The girl, and her fellow readers from a local Russian-language children's school, at times compete with the sounds from a nearby basketball court. The setting for Pushkin's words -- a public park in Washington -- might also seem out of place.

But on this day it all makes sense.

Members of the local Russian-American community and American-born enthusiasts of Russian literature -- plus a few curious passersby -- have gathered to celebrate the 10th anniversary of Washington's Alley of Russian Poets.

The alley is actually just a short path behind a recreation center in the city's Glover Park. It is lined with 10 trees, each of which is marked with a small plaque and dedicated to a giant of Russian poetry from the 19th and early 20th centuries. Here, Boris Pasternak rubs branches with Marina Tsvetaeva, while Aleksandr Blok and Afanasy Fet rustle together across the way.

The "Alley" site dedicated to Boris Pasternak

The alley is the brainchild of Uli Zislin, a Russian-born poetry collector and songwriter whose idea fell on receptive ears in 2003.

Ten years later, the 82-year-old Zislin concedes that the alley is mainly known to the Washington area's Russian-American community, if at all. He says it is meant to remind them of their mother country's cultural achievements, but is also intended to educate those born in the United States.
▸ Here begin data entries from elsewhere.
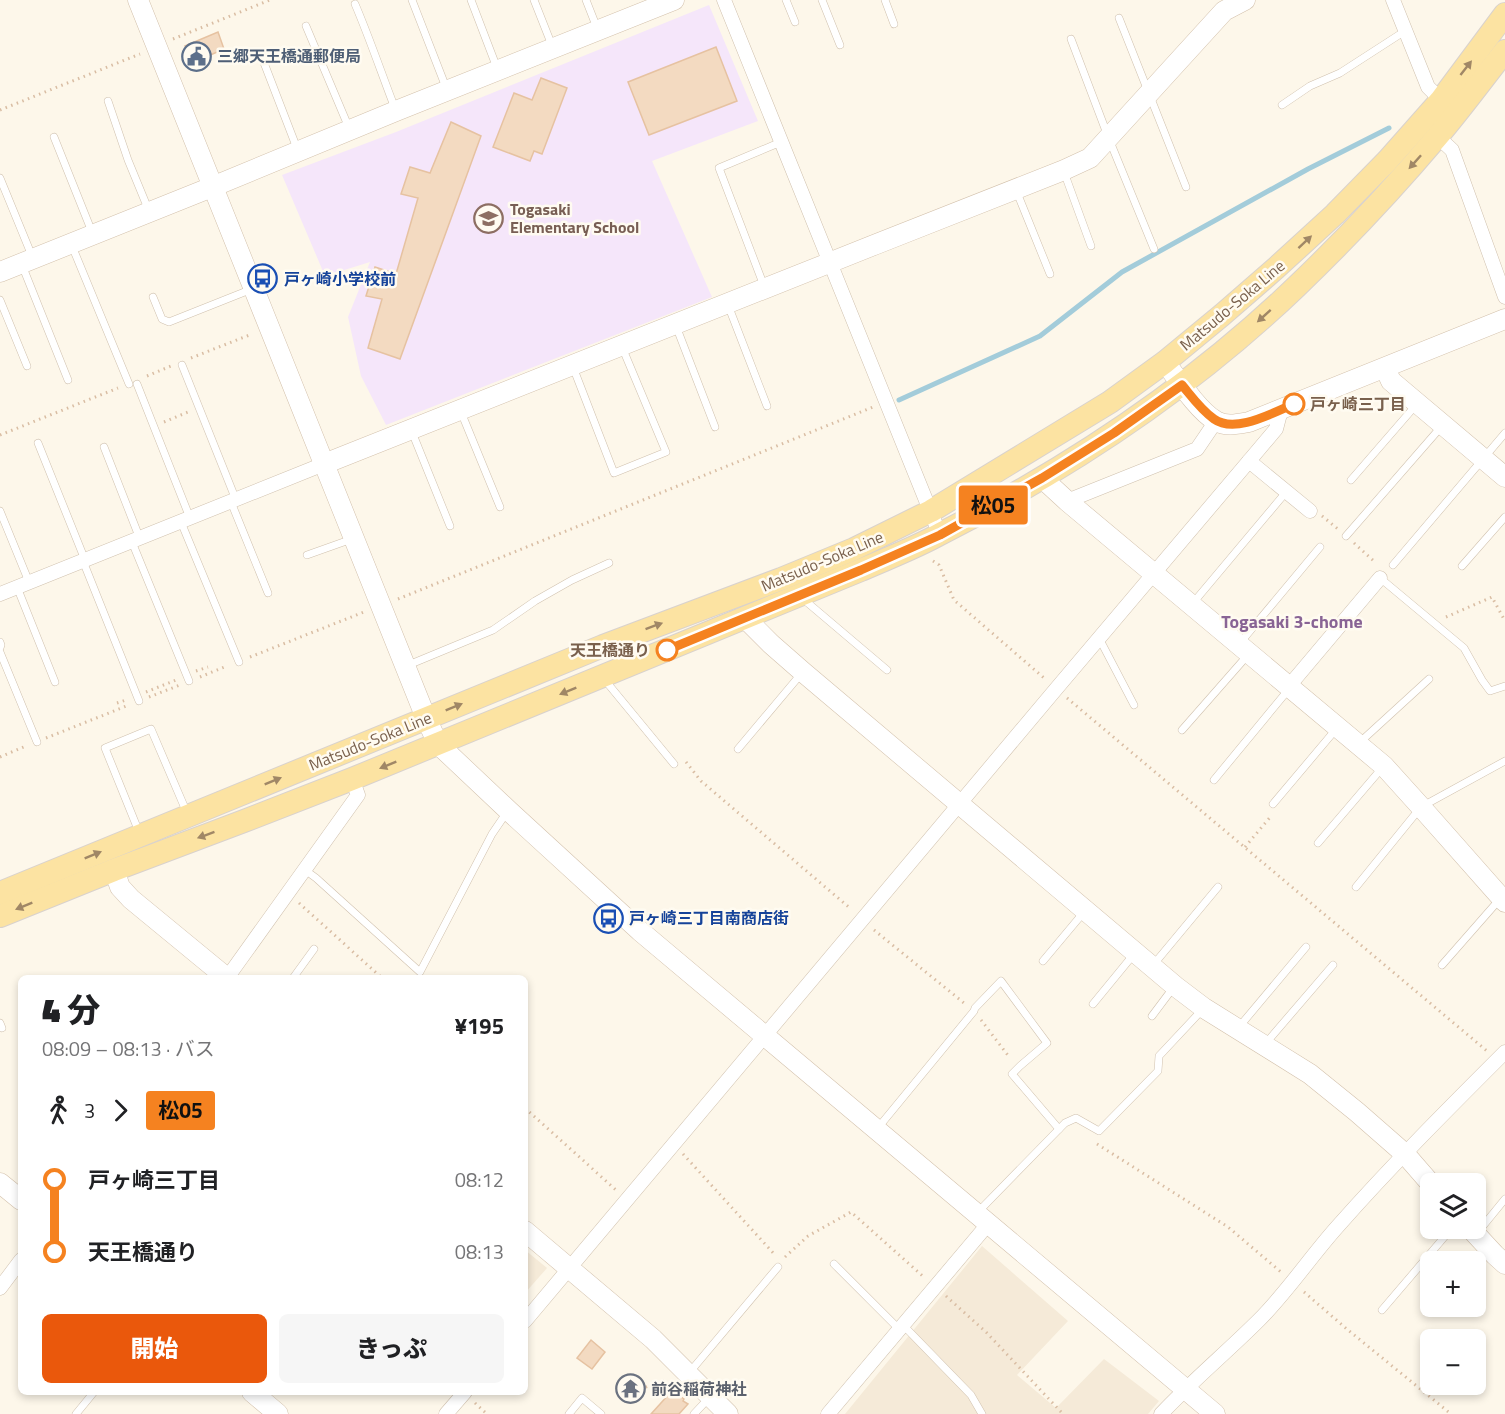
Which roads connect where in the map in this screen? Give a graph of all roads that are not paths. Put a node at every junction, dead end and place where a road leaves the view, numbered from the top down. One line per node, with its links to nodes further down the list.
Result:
1 (138, 0): 42 (street)
2 (412, 0): 28 (lane)
3 (471, 0): 27 (lane)
4 (534, 0): 24 (lane)
5 (586, 0): 20 (lane)
6 (674, 0): 14 (street)
7 (724, 0): 38 (street)
8 (786, 0): 17 (lane)
9 (822, 0): 23 (lane)
10 (885, 0): 18 (lane)
11 (1245, 0): 29 (street)
12 (1393, 0): 21 (street)
13 (355, 4): 33 (lane)
14 (646, 5): 20 (street)
15 (1505, 14): 30 (main road, Matsudo-Soka Line, one-way to 15)
16 (1119, 18): 29 (lane)
17 (795, 22)
18 (894, 24)
19 (306, 26): 34 (lane)
20 (598, 30): 24 (street)
21 (1405, 31): 30 (street); 32 (lane)
22 (1071, 39): 37 (lane)
23 (840, 45)
24 (553, 49): 27 (street)
25 (1505, 51): 35 (main road, Matsudo-Soka Line)
26 (261, 55): 39 (lane)
27 (498, 70): 28 (street)
28 (448, 90): 33 (street)
29 (1149, 93): 37 (street); 43 (lane)
30 (1441, 100): 63 (main road, Matsudo-Soka Line, one-way to 30)
31 (108, 101): 45 (lane)
32 (1282, 105)
33 (396, 111): 34 (street)
34 (349, 130): 39 (street)
35 (1438, 136): 57 (street); 71 (main road, Matsudo-Soka Line, one-way to 71)
36 (54, 137): 46 (lane)
37 (1108, 139): 40 (street); 49 (lane)
38 (782, 142): 51 (street); 55 (lane)
39 (298, 151): 42 (street)
40 (1064, 170): 44 (street); 48 (lane)
41 (0, 178): 50 (lane)
42 (213, 187): 45 (street); 54 (street)
43 (1186, 187)
44 (1015, 189): 51 (street); 53 (lane)
45 (149, 212): 46 (street)
46 (93, 235): 47 (street)
47 (71, 244): 50 (street); 69 (lane)
48 (1091, 246)
49 (1154, 249)
50 (27, 261): 52 (street); 68 (lane)
51 (829, 262): 55 (street); 94 (street)
52 (0, 273)
53 (1050, 274)
54 (254, 288): 56 (lane); 85 (street)
55 (765, 288): 59 (street)
56 (153, 297)
57 (1505, 297)
58 (0, 300): 66 (lane)
59 (727, 303): 61 (street); 73 (lane)
60 (1505, 319): 67 (street)
61 (675, 324): 62 (street); 78 (lane)
62 (622, 346): 65 (street); 65 (lane)
63 (1165, 362): 71 (street); 94 (main road, Matsudo-Soka Line)
64 (182, 365): 90 (lane)
65 (572, 365): 74 (street)
66 (27, 366)
67 (1385, 368): 72 (street); 75 (street)
68 (68, 380)
69 (129, 384)
70 (137, 384): 97 (lane)
71 (1182, 385): 76 (street); 87 (main road, Matsudo-Soka Line)
72 (1417, 403): 77 (street); 88 (lane)
73 (767, 406)
74 (460, 410): 79 (street); 92 (lane)
75 (1281, 410): 76 (street); 84 (street)
76 (1216, 421): 91 (street)
77 (1443, 425): 83 (street); 100 (lane)
78 (715, 428)
79 (411, 430): 85 (street); 98 (lane)
80 (1505, 433): 83 (lane)
81 (38, 443): 105 (lane)
82 (104, 447): 102 (lane)
83 (1484, 458): 86 (street); 107 (lane)
84 (1249, 461): 89 (street); 109 (street)
85 (324, 464): 90 (street); 101 (street)
86 (1505, 477)
87 (1042, 478): 91 (street); 99 (main road, Matsudo-Soka Line)
88 (1351, 480)
89 (1287, 491): 95 (street); 115 (lane)
90 (233, 501): 97 (street); 112 (lane)
91 (1067, 501): 109 (street)
92 (500, 507)
93 (0, 511): 111 (lane)
94 (931, 511): 99 (street); 133 (main road, Matsudo-Soka Line, one-way to 94)
95 (1310, 511)
96 (1505, 517): 108 (lane)
97 (186, 520): 102 (street); 121 (lane)
98 (450, 526)
99 (940, 535): 114 (main road, Matsudo-Soka Line)
100 (1346, 536)
101 (354, 538): 104 (lane); 122 (street)
102 (136, 540): 105 (street); 126 (lane)
103 (1320, 547): 119 (lane)
104 (307, 555)
105 (84, 560): 111 (street); 131 (lane)
106 (609, 563): 122 (lane)
107 (1393, 565)
108 (1462, 566)
109 (1154, 574): 115 (street); 117 (street)
110 (1380, 578): 129 (lane); 130 (street)
111 (23, 584): 113 (street); 128 (lane)
112 (268, 592)
113 (0, 594)
114 (799, 596): 116 (main road, Matsudo-Soka Line); 123 (lane)
115 (1191, 605): 119 (street)
116 (745, 618): 124 (street); 125 (main road, Matsudo-Soka Line)
117 (1099, 638): 132 (lane); 145 (street)
118 (0, 642): 120 (lane)
119 (1244, 649): 130 (street); 135 (lane)
120 (0, 650): 136 (lane)
121 (239, 662)
122 (405, 666): 133 (street)
123 (887, 670)
124 (803, 672): 139 (lane); 145 (street)
125 (602, 677): 137 (main road, Matsudo-Soka Line, one-way to 137); 141 (lane)
126 (188, 678)
127 (1429, 679): 138 (lane)
128 (55, 682)
129 (1505, 686)
130 (1290, 687): 134 (street); 144 (lane)
131 (137, 698)
132 (1134, 705)
133 (426, 718): 137 (street); 149 (main road, Matsudo-Soka Line, one-way to 133)
134 (1337, 728): 138 (street); 146 (lane)
135 (1182, 730)
136 (37, 742)
137 (438, 744): 143 (main road, Matsudo-Soka Line, one-way to 143); 148 (street)
138 (1357, 744): 142 (street)
139 (738, 749)
140 (1505, 761): 147 (lane)
141 (674, 764)
142 (1384, 766): 147 (street); 151 (lane)
143 (352, 779): 152 (main road, Matsudo-Soka Line, one-way to 152); 153 (street)
144 (1214, 780)
145 (960, 804): 158 (street); 175 (street)
146 (1273, 804)
147 (1421, 807): 155 (lane); 157 (street)
148 (509, 811): 153 (lane); 175 (street)
149 (188, 816): 150 (main road, Matsudo-Soka Line); 150 (lane)
150 (140, 836): 156 (main road, Matsudo-Soka Line, one-way to 150)
151 (1318, 843)
152 (114, 870): 159 (main road, Matsudo-Soka Line, one-way to 159); 167 (street)
153 (305, 870): 168 (street)
154 (1218, 887): 166 (lane)
155 (1356, 887)
156 (0, 892)
157 (1503, 900): 165 (lane)
158 (1086, 910): 162 (street); 163 (lane)
159 (0, 916)
160 (1306, 947): 174 (lane)
161 (314, 949): 169 (lane)
162 (1136, 952): 166 (street); 171 (lane)
163 (1043, 961)
164 (1333, 965): 176 (lane)
165 (1442, 965)
166 (1152, 966): 170 (street)
167 (223, 975)
168 (229, 975)
169 (295, 975)
170 (1175, 986): 172 (street); 173 (lane)
171 (1093, 1004)
172 (1204, 1008): 174 (street); 179 (lane)
173 (1152, 1016)
174 (1237, 1029): 176 (street)
175 (766, 1035): 178 (street); 194 (street)
176 (1264, 1046): 180 (street)
177 (1501, 1056): 180 (street)
178 (877, 1129): 179 (lane); 185 (street)
179 (1059, 1129): 185 (lane)
180 (1405, 1154): 181 (street); 200 (street)
181 (1421, 1173)
182 (0, 1183): 183 (street)
183 (18, 1198)
184 (1505, 1199): 186 (lane)
185 (983, 1218): 198 (street); 200 (street)
186 (1486, 1218)
187 (528, 1233): 194 (street)
188 (1443, 1239): 196 (lane)
189 (1480, 1239): 192 (street)
190 (18, 1264): 195 (street)
191 (834, 1264): 198 (lane)
192 (1505, 1264)
193 (778, 1267): 199 (lane)
194 (570, 1268): 197 (street); 199 (street)
195 (0, 1288)
196 (1382, 1310)
197 (528, 1317)
198 (901, 1327): 212 (street); 213 (lane)
199 (689, 1374): 204 (street)
200 (1185, 1389): 214 (street); 215 (street)
201 (92, 1395): 205 (lane)
202 (256, 1395): 206 (street)
203 (462, 1395): 207 (street)
204 (711, 1396): 210 (lane); 211 (street)
205 (76, 1414)
206 (278, 1414)
207 (446, 1414)
208 (569, 1414): 209 (lane)
209 (601, 1414)
210 (694, 1414)
211 (728, 1414)
212 (828, 1414)
213 (982, 1414)
214 (1161, 1414)
215 (1215, 1414)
Russia's intensified crackdown on civil society, its support for the regime in Syria, and other public actions that have recently garnered negative attention make it especially important to not let the country's cultural riches be forgotten, says Zislin, who adds that those riches are often neglected.

"We are concerned about all the bad stuff that is happening in Russia now," Zislin says. "And as far as culture is concerned, it always comes last in terms of financing, everywhere, and so does education. Culture will not be lost, but there are problems in this area."

Zislin has also turned his own apartment into a museum dedicated to Russian poetry and music. He hopes that his personal collection of recordings and books may one day become the seed for an American museum of Russian culture. The alley would make a perfect tie-in.

Laura Sheahen, a writer and photographer, is one of several non-Russians in attendance at the ceremony.

"In the newspaper headlines there are a lot of negative things about Russia -- political things and the government -- but I think what a lot of Americans don't know is [that] there's a beautiful Russian culture," Sheahen tells RFE/RL after laying a carnation on Anna Akhmatova's plaque. "[It's] not just poetry, but music and novels and painting. [It's] one of the great civilizations in world history and it should really be celebrated."

A stone marking the Alley of Russian Poets


"Political realities don't define a people," she adds.

Anastasia Borovikova, a college student who moved to the United States from the Russian city of Obninsk as a young child, now volunteers with the "Bukva" children's school, some of whose students are here to recite poetry and sing.

She says she hopes that those in attendance will come to the same realization that she did.

"I would like them to take a minute and go through and appreciate how really diverse America is, and how something like this can exist in America, and how kids can grow up both Russian and American and have an appreciation for both cultures equally," Borovikova says.